Data in this exercise:
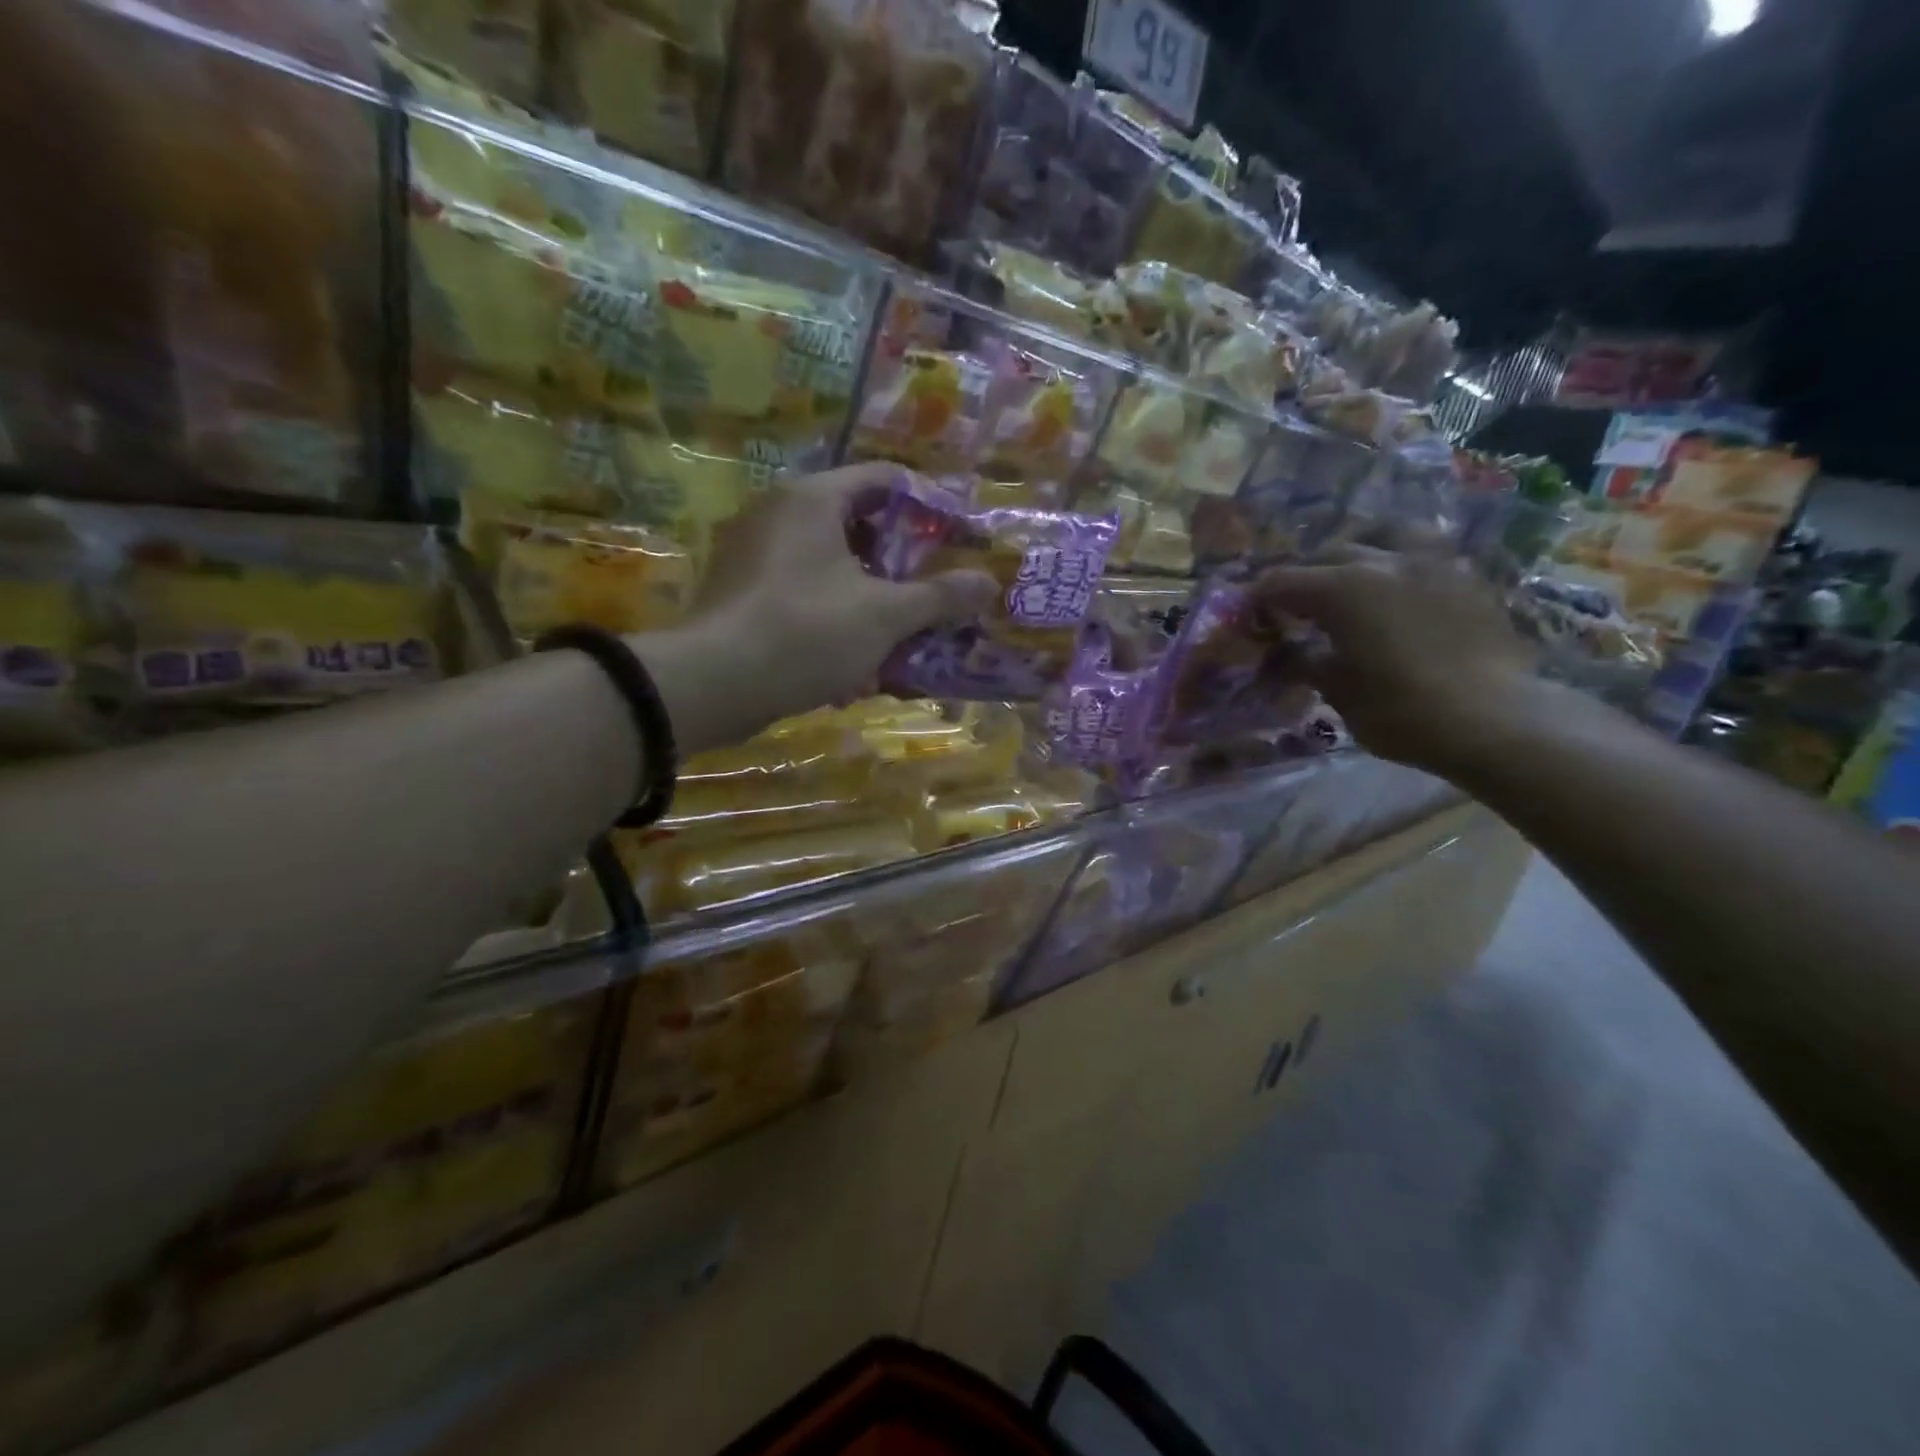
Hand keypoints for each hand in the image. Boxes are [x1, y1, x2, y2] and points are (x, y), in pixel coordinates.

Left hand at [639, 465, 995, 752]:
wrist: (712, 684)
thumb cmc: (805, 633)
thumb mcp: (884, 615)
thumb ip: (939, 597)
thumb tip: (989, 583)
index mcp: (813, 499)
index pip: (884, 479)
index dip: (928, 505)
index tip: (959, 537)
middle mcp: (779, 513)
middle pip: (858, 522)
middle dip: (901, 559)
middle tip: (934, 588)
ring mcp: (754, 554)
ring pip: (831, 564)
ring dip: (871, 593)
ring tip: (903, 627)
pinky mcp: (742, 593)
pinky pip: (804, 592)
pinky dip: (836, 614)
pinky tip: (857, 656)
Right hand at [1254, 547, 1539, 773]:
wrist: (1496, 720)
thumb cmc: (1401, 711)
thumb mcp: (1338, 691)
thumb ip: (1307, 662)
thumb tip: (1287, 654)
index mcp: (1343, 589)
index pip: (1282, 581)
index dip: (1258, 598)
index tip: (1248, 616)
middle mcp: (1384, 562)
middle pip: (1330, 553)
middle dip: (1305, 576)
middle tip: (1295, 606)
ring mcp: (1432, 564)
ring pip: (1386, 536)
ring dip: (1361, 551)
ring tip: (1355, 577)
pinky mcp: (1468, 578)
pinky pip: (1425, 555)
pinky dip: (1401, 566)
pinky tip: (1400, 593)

...

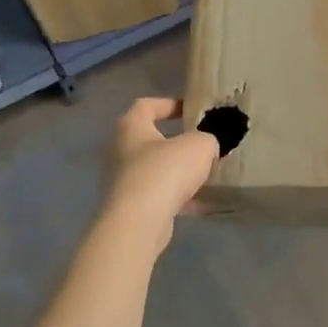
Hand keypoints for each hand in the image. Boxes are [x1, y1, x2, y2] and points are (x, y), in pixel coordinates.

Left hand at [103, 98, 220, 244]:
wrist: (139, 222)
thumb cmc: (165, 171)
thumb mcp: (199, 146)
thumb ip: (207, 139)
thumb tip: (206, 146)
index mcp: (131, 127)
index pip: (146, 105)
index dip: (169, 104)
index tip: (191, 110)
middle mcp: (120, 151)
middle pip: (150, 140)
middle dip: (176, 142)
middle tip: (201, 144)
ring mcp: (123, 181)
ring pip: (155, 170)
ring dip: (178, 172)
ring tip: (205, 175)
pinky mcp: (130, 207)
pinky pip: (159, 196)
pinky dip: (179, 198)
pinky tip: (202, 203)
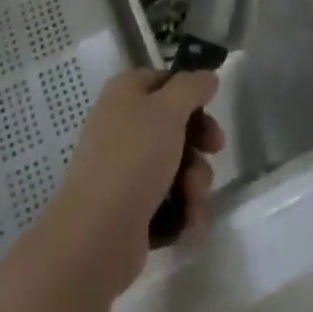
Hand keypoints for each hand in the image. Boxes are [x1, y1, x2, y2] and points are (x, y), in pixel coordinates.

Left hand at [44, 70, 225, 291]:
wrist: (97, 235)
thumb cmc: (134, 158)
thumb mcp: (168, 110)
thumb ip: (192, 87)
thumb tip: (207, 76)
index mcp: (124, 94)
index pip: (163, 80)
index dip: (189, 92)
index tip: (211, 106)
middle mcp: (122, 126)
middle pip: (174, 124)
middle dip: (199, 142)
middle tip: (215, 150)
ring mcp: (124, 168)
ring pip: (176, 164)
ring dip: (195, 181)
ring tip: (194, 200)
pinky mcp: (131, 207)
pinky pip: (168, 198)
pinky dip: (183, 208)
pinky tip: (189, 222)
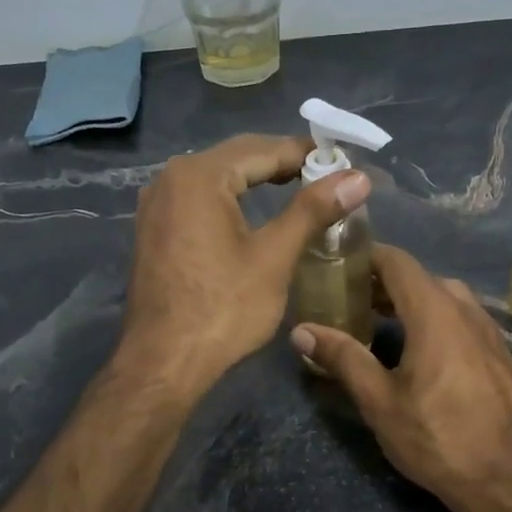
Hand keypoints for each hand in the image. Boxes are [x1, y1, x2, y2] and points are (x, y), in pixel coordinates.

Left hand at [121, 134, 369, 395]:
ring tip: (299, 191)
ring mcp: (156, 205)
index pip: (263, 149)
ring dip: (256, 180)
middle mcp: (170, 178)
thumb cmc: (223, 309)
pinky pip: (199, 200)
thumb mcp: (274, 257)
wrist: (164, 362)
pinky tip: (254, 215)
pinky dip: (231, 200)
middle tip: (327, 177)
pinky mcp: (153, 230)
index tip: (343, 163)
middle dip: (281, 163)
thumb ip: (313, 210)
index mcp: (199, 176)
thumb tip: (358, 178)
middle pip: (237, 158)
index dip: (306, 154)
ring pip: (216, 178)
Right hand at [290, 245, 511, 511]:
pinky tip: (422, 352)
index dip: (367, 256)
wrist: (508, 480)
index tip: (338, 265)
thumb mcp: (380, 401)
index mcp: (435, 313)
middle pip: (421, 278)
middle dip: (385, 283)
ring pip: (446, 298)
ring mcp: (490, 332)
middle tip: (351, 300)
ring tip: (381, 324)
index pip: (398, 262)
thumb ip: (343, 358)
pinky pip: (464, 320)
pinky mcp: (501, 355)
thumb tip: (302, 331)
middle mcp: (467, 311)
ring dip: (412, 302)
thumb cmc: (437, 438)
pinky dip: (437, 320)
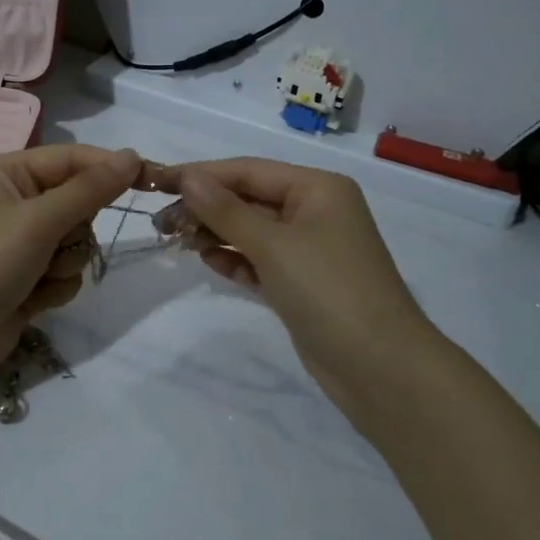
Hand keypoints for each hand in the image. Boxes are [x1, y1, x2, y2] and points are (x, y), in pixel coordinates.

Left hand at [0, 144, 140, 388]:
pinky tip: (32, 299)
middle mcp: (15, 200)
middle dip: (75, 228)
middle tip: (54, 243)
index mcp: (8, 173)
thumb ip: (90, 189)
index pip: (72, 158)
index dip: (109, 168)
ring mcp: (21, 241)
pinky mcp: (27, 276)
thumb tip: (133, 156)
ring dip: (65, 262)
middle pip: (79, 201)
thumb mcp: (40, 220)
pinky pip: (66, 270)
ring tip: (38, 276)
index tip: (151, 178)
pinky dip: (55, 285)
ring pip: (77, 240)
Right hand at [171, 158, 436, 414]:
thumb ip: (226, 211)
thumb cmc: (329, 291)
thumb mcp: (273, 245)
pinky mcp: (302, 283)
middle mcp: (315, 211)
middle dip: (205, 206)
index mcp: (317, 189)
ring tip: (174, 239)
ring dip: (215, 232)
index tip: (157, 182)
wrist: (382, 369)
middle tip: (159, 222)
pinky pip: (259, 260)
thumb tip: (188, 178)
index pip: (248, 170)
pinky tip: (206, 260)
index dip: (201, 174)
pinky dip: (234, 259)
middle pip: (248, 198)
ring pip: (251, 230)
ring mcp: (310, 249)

---

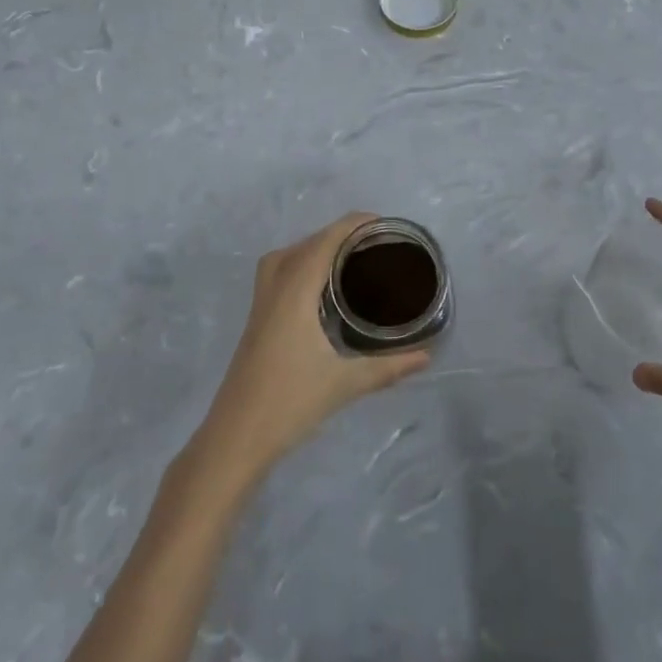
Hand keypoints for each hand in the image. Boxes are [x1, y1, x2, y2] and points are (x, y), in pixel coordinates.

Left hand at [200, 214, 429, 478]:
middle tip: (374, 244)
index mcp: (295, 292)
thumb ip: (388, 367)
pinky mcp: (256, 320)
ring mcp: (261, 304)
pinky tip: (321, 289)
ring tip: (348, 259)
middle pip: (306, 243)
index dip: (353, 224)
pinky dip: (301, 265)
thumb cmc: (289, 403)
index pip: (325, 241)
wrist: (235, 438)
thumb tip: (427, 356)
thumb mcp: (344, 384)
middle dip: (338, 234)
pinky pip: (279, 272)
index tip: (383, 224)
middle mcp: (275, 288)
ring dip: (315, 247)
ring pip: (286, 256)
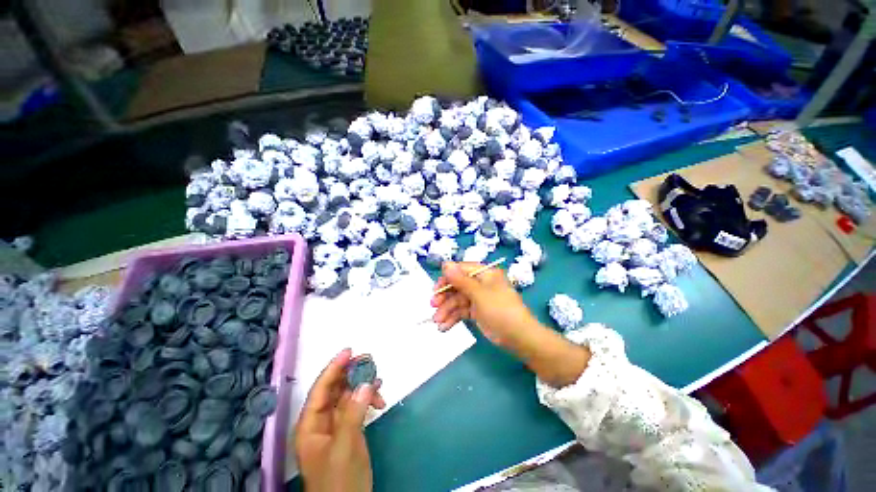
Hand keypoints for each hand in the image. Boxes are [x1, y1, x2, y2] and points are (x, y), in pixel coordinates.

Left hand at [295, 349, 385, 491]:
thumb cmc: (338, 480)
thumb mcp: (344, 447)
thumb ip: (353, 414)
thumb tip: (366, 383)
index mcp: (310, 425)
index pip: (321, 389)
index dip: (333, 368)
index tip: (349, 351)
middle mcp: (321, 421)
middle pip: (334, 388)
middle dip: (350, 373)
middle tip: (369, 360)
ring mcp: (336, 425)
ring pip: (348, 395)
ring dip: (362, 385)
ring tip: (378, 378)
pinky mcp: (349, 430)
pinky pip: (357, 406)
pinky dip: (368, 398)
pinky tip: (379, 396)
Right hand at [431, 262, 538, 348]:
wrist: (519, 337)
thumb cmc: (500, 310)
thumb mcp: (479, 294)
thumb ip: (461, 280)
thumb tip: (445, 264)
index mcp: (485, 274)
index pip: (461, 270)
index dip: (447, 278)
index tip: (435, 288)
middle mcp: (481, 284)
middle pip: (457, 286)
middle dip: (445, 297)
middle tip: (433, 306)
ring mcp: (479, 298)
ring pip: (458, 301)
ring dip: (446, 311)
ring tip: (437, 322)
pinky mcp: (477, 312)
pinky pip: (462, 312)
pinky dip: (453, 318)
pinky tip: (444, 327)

Goal of the exercise: Exactly as written above, retype the lines starting at the one holding "pinky tip: (422, 352)" and ending at the one holding "middle dip: (75, 228)", both included, but not the pictures.

Answer to this problem:
pinky tip: (422, 352)
index dip: (367, 256)
wrist: (508, 480)
index tip: (338, 265)
thumb mcp: (380, 401)
index mcp: (435, 313)
middle pip: (421, 278)
middle dip: (385, 283)
ring pip: (446, 298)
ring mcp: (490, 332)
middle tip: (351, 300)
ring tip: (381, 324)
index pip: (398, 262)
thumb ip: (343, 358)
pinky pip: (464, 320)
pinky mcp: (501, 355)
thumb tip: (302, 331)
middle mcp: (467, 311)
ring dip: (412, 302)
thumb cmc: (437, 438)
pinky dip: (437, 320)
Hand keypoints for each hand in the image. Boxes are [x1, y1, x2, y2] and points are (x, y), in pixel coordinates.

Left hand at [0, 144, 140, 388]:
pinky tip: (32, 299)
middle mcp: (15, 200)
middle dip: (75, 228)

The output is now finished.